Come on. Enough already. Most of us have known for weeks if not months whom we're voting for. I want this thing over. I'm worn out with hanging up on recordings and muting the political ads. I've voted already. I just want some peace.

But even as I say that I realize that peace may be elusive. I read the other day that Ms. Palin is thinking about announcing her candidacy for the presidency in 2012should John McCain not make it. Does that strike fear into anyone else's heart besides mine? If she starts running the day after the election, we can look forward not only to an election season that never ends--bad enough--but to four more years of the wink and the smug anti-intellectualism.

The anti-intellectualism really troubles me because it seems to make a triumph of not thinking just at the time that we need to think harder than ever. The Puritans brought anti-intellectualism to American life. Thinking was counter to God, the pulpits thundered, and if you want to know the wages of thinking, just look at the lost Eden. It shows up now and then usually promoted by authoritarians, people who don't want others to think. Intellectuals are often the bad guys (for the religionists, it's the humanists)because they think, want proof, and aren't docile. They generally speak out when someone is just blowing smoke.

I'm an intellectual (if I don't sound too arrogant) and a pragmatist. I measure success by outcome and not by whether it makes me feel good that I am forcing someone else to conform to my personal set of beliefs.

I voted for Obama (early voting) because I want someone calm at the wheel and not the continuing bunch of carpetbaggers who have destroyed the economy. Sometimes I shake my head in disbelief as I listen to people. Can't they get beyond abortion and "palling with terrorists" to look with cool eyes on where this country is headed? Can't they get beyond emotion to see the policies that have led to the economic melt down? Can't they become informed partners in running the country and not rely on politicians who promise anything to get elected? This race shouldn't even be close.

When I taught writing to college freshmen, I used to warn them about "primary certitude." This is when you believe you have the absolute truth on something and refuse to listen to any other arguments. When you raise your voice and yell vehemently that you are right, you are generally falling into it.

There's been a whole lot of primary certitude--too much for my books--of it this election. I just want it over.

Friday, October 24, 2008

Insanity, Mendacity, and Incredulity

Sid and I were buying cat litter and other essentials in the usual elephantine quantities (50 lbs of litter) at Sam’s Club the other day when the young, female clerk remarked on my Obama button. She told me that she’d recently had to reassure her mother by correcting an e-mail claiming that Obama was a Muslim and that he wasn’t born in the US.

Well, I replied—I hope you told your mother only if you don’t count Hawaii as a state (since 1960 but it was a territory before that and so everyone was already a US citizen) and only if you stop having it both ways: if he’s not a Christian, why beat up on him for his decidedly Baptist Christian minister?

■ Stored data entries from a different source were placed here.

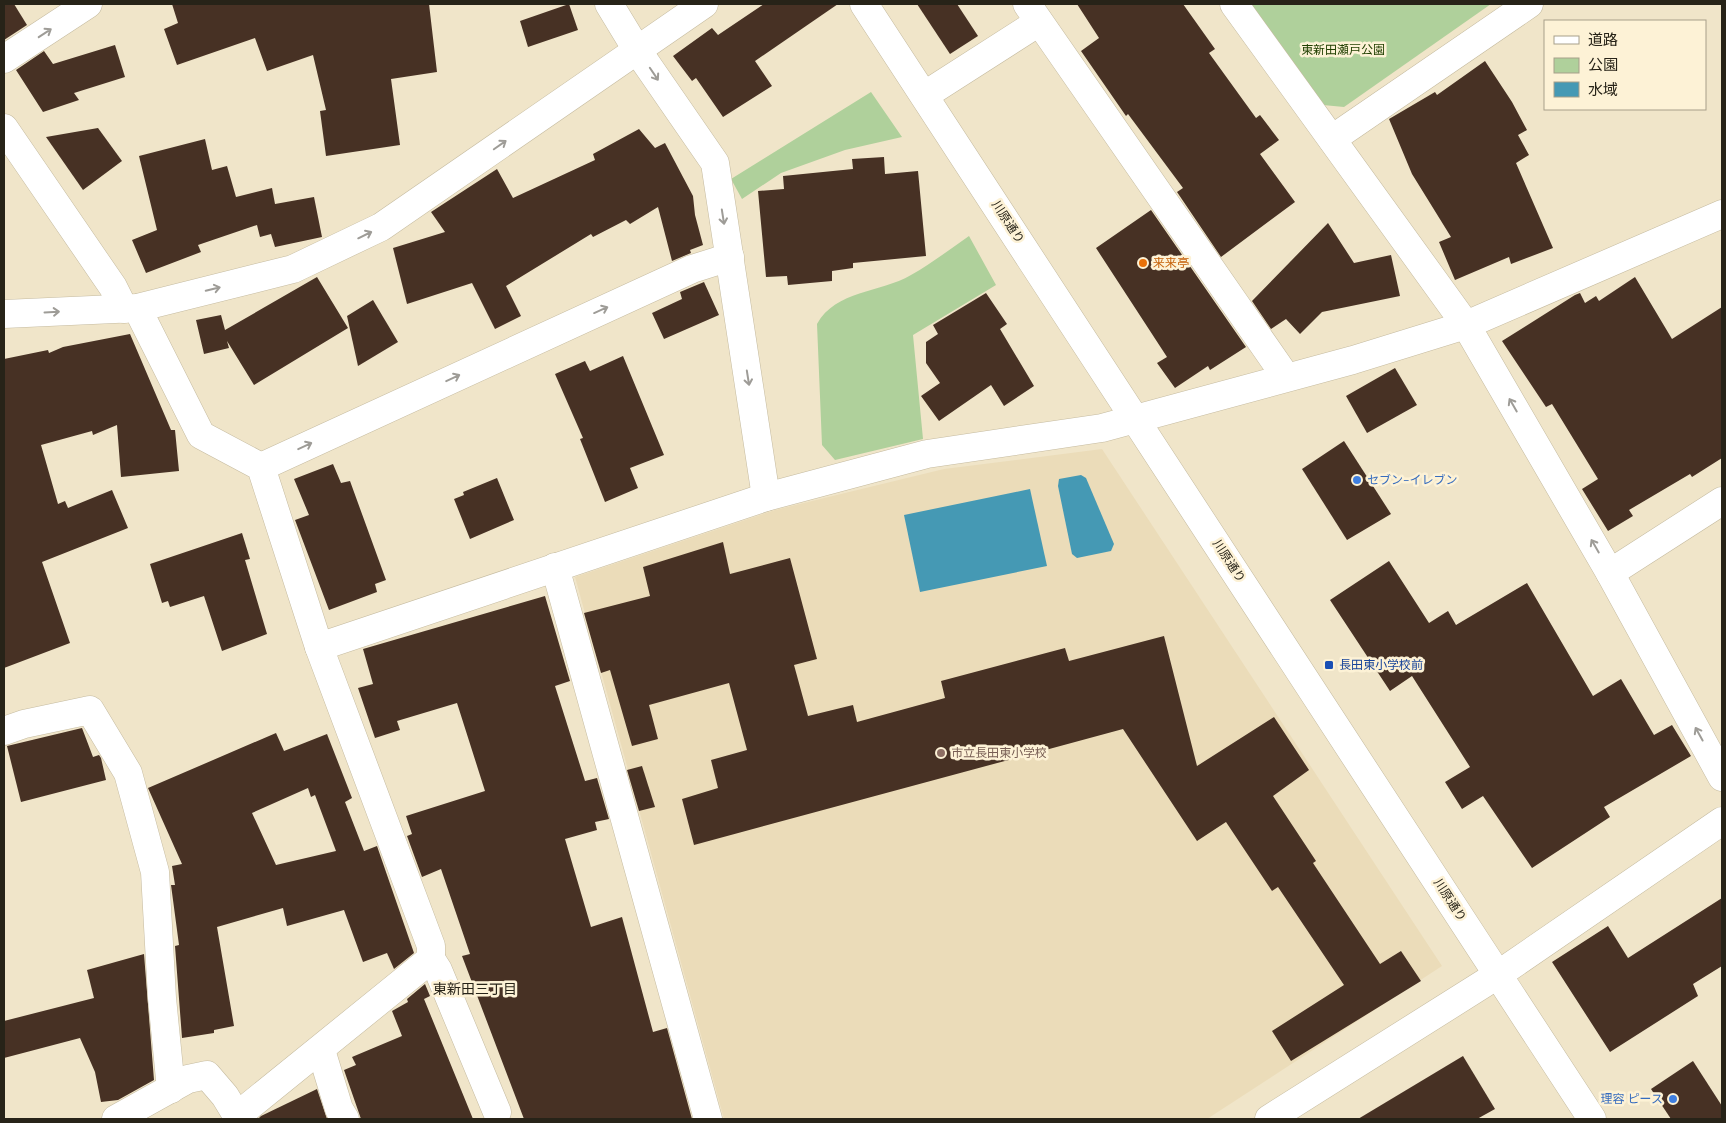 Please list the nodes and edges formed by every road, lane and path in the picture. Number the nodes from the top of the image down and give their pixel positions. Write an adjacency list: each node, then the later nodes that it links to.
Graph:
1 (88, 4): 9 (street, one-way to 1)
2 (609, 4): 8 (street)
3 (704, 4): 8 (street)
4 (864, 4): 10 (street, 川原通り)
5 (1234, 4): 12 (street)
6 (1529, 4): 12 (street)
7 (1033, 13): 10 (street); 18 (street)
8 (638, 50): 14 (street, one-way to 14); 15 (street, one-way to 8)
9 (4, 59)
10 (924, 95): 19 (street, 川原通り)
11 (4, 128): 15 (street)
12 (1332, 139): 17 (street)
13 (1722, 214): 17 (street)
14 (730, 258): 20 (street, one-way to 14); 21 (street, one-way to 21)
15 (130, 308): 16 (street, one-way to 15); 20 (street)
16 (4, 314)
17 (1466, 325): 18 (street); 24 (street, one-way to 17)
18 (1286, 377): 19 (street)
19 (1137, 420): 21 (street); 30 (street, 川原通り)
20 (261, 467): 25 (street)
21 (766, 496): 23 (street)
22 (1722, 502): 24 (street)
23 (555, 567): 25 (street); 37 (street)
24 (1610, 573): 27 (street, one-way to 24)
25 (319, 647): 29 (street)
26 (4, 731): 32 (street)
27 (1722, 777)
28 (1722, 822): 30 (street)
29 (431, 959): 31 (street); 33 (street)
30 (1499, 974): 38 (street); 39 (street, 川原通り)
31 (321, 1050): 34 (street); 36 (street)
32 (171, 1089): 34 (street); 35 (street)
33 (497, 1112)
34 (238, 1117)
35 (116, 1119)
36 (345, 1119)
37 (708, 1119)
38 (1269, 1119)
39 (1592, 1119)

I had to shake my head. Anyone reasonable who researched the matter of Obama’s birth ought to know that while birth certificates are not public knowledge in Hawaii (thank God because of identify theft), the Honolulu Star-Bulletin publishes regular lists of births, deaths, and marriages in the newspaper. My marriage was listed. And so was Obama’s birth in 1961 just ten days after the fact. Enough, you would have thought. Apparently not. The persistence of these rumors and untruths leaves me wondering about the sanity, mendacity, or incredulity of the people who forward them.

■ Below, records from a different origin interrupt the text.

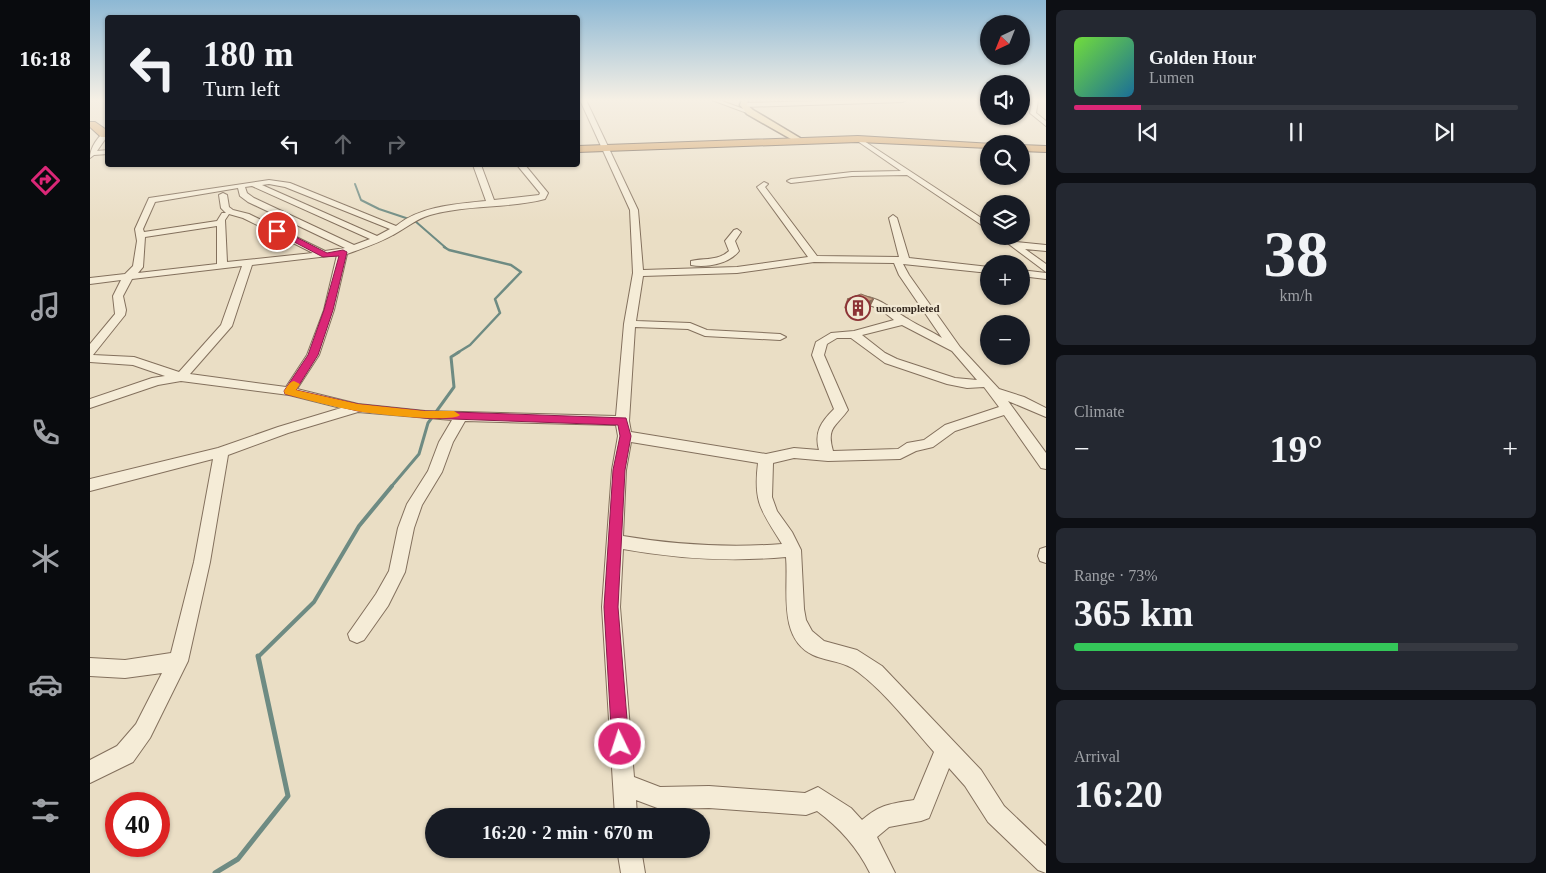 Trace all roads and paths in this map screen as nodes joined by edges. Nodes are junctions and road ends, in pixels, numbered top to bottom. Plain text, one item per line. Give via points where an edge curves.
1 (101, 141) edge
2 (600, 141) edge
3 (801, 141) joint
4 (808, 141) edge
5 (861, 141) edge
6 (896, 141) edge
7 (980, 145) edge
8 (1030, 148) edge
9 (580, 149) edge
10 (604, 149) junction
11 (1046, 149) edge
12 (105, 152) edge
13 (91, 154) edge
14 (478, 167) edge
15 (523, 167) edge
16 (908, 173) junction
17 (792, 181) dead end
18 (253, 184) junction
19 (764, 184) dead end
20 (241, 185) junction
21 (223, 195) dead end
22 (491, 203) junction
23 (230, 212) junction
24 (893, 218) dead end
25 (980, 222) edge
26 (221, 223) junction
27 (397, 229) junction
28 (737, 232) dead end
29 (141, 235) junction
30 (377, 239) junction
31 (1014, 245) joint
32 (1046, 248) edge
33 (349, 251) junction
34 (326, 256) junction
35 (814, 259) junction
36 (901, 261) junction
37 (248, 264) junction
38 (222, 265) junction
39 (638, 268) junction
40 (1046, 268) edge
41 (980, 269) edge
42 (1030, 274) edge
43 (129, 276) junction
44 (1046, 276) edge
45 (90, 281) edge
46 (864, 299) edge
47 (903, 321) junction
48 (630, 324) junction
49 (854, 334) junction
50 (780, 337) dead end
51 (956, 349) junction
52 (90, 352) edge
53 (90, 358) edge
54 (181, 376) junction
55 (991, 387) junction
56 (289, 391) junction
57 (90, 404) edge
58 (358, 408) junction
59 (1008, 409) junction
60 (1046, 413) edge
61 (462, 415) junction
62 (624, 428) junction
63 (221, 452) junction
64 (828, 456) junction
65 (766, 459) junction
66 (1046, 464) edge
67 (90, 486) edge
68 (615, 541) junction
69 (793, 550) junction
70 (357, 634) dead end
71 (178, 661) junction
72 (90, 667) edge
73 (947, 748) junction
74 (90, 772) edge
75 (623, 784) junction
76 (625, 808) edge
77 (860, 836) junction
78 (631, 858) edge
79 (1046, 862) edge
80 (634, 873) edge
81 (883, 873) edge

1 - 13 street
2 - 10 street
3 - 4 highway
3 - 10 highway
5 - 16 street
6 - 7 highway
8 - 11 highway
9 - 10 highway
10 - 39 street via 634,210
12 - 13 street
14 - 22 street
15 - 22 street via 544,195 539,199
16 - 17 street via 852,174
16 - 25 street
18 - 20 street
18 - 27 street via 287,185
18 - 30 street
19 - 35 street via 761,187
20 - 29 street via 152,200 139,229
20 - 33 street via 243,194 251,200
21 - 23 street via 225,208
22 - 27 street via 459,206 411,219
23 - 26 street via 223,216
23 - 34 street via 246,216
24 - 36 street
26 - 29 street
26 - 38 street
27 - 30 street
28 - 39 street via 730,241 734,251 724,259
29 - 43 street via 138,267
30 - 33 street
31 - 32 street
31 - 40 street
33 - 34 street
33 - 56 street via 313,355
34 - 37 street
35 - 36 street
35 - 39 street via 737,270
36 - 41 street
36 - 51 street via 904,275
37 - 38 street
37 - 54 street via 226,326
38 - 43 street
39 - 48 street
42 - 44 street
43 - 45 street
43 - 52 street via 118,296 122,310 120,315
46 - 47 street via 884,307
47 - 49 street
47 - 51 street
48 - 50 street via 690,326 705,333
48 - 62 street
49 - 55 street via 883,356 904,366 947,381
49 - 64 street via 829,337 818,350 841,410 823,431 822,439
51 - 55 street
53 - 54 street via 134,361
54 - 56 street
54 - 57 street via 156,381
55 - 59 street
55 - 60 street
56 - 58 street
58 - 61 street
58 - 63 street
59 - 64 street via 950,428 928,444 912,447 900,454
59 - 66 street
61 - 62 street
61 - 70 street via 446,442 435,472 414,504 398,572
62 - 65 street
62 - 68 street
63 - 67 street
63 - 71 street via 202,562
64 - 65 street via 794,453
65 - 69 street via 767,507
68 - 69 street via 706,553
68 - 75 street via 611,607
69 - 73 street via 797,625 805,638 816,648 847,655 864,663
71 - 72 street via 125,669
71 - 74 street via 137,739 125,754
73 - 77 street via 920,810 884,816
73 - 79 street via 996,814
75 - 76 street
75 - 77 street via 660,798 709,797 806,804 818,798 842,816
77 - 81 street
78 - 80 street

Sam’s Club seems to be a cultural crossroads of some kind. George told me a good one last week about Colorado Springs. Those in the know realize that the Springs is the conservative core of Colorado. No one is as conservative or as sometimes whacky as the Springs can be. A judge had to tell them that an ordinance allowing landlords not to rent to gays because they are gays—was actually against the very Constitution they hold sacred. The Springs is the headquarters of Focus on the Family, which ought to be enough said. A recent drive through some very nice Springs neighborhoods shows a few defiant Obama-Biden yard signs sprinkled among those for McCain and Palin.

Back to George’s story: He heard from a friend that she went into Sam’s in the Springs wearing an Obama button. This is pretty gutsy, but no one said anything until a woman came up to her in a rage and demanded to know if she was really going to vote for a Black Man. George’s friend was deeply offended and told her she was stupid. Good for her. But that question was actually rather exceptional in its honesty and directness. Most other, more PC, people might have couched it as “liberal” or “socialist.” I guess PC in the Springs means Politically Caustic.

I’m bemused by why anyone supports John McCain and Sarah Palin. I respect Senator McCain and I would have preferred him to George Bush, but with the economy making death rattles and over 4,000 deaths in Iraq and the fact that the Republican Party has been the one calling the shots for the past eight years, I just don’t get it. I would have liked to see the current administration forced to defend itself. If that meant an impeachment, so be it, but Speaker Pelosi seems to have desired sainthood and took impeachment off the table. I felt frustrated when she did that. Clinton never cost 4,000 lives or ruined the economy, yet he was subject to it. Why ever not someone who clearly lied about taking us to war? Is this now acceptable behavior for US presidents? I hope the next Congress finds someone more in touch to be speaker.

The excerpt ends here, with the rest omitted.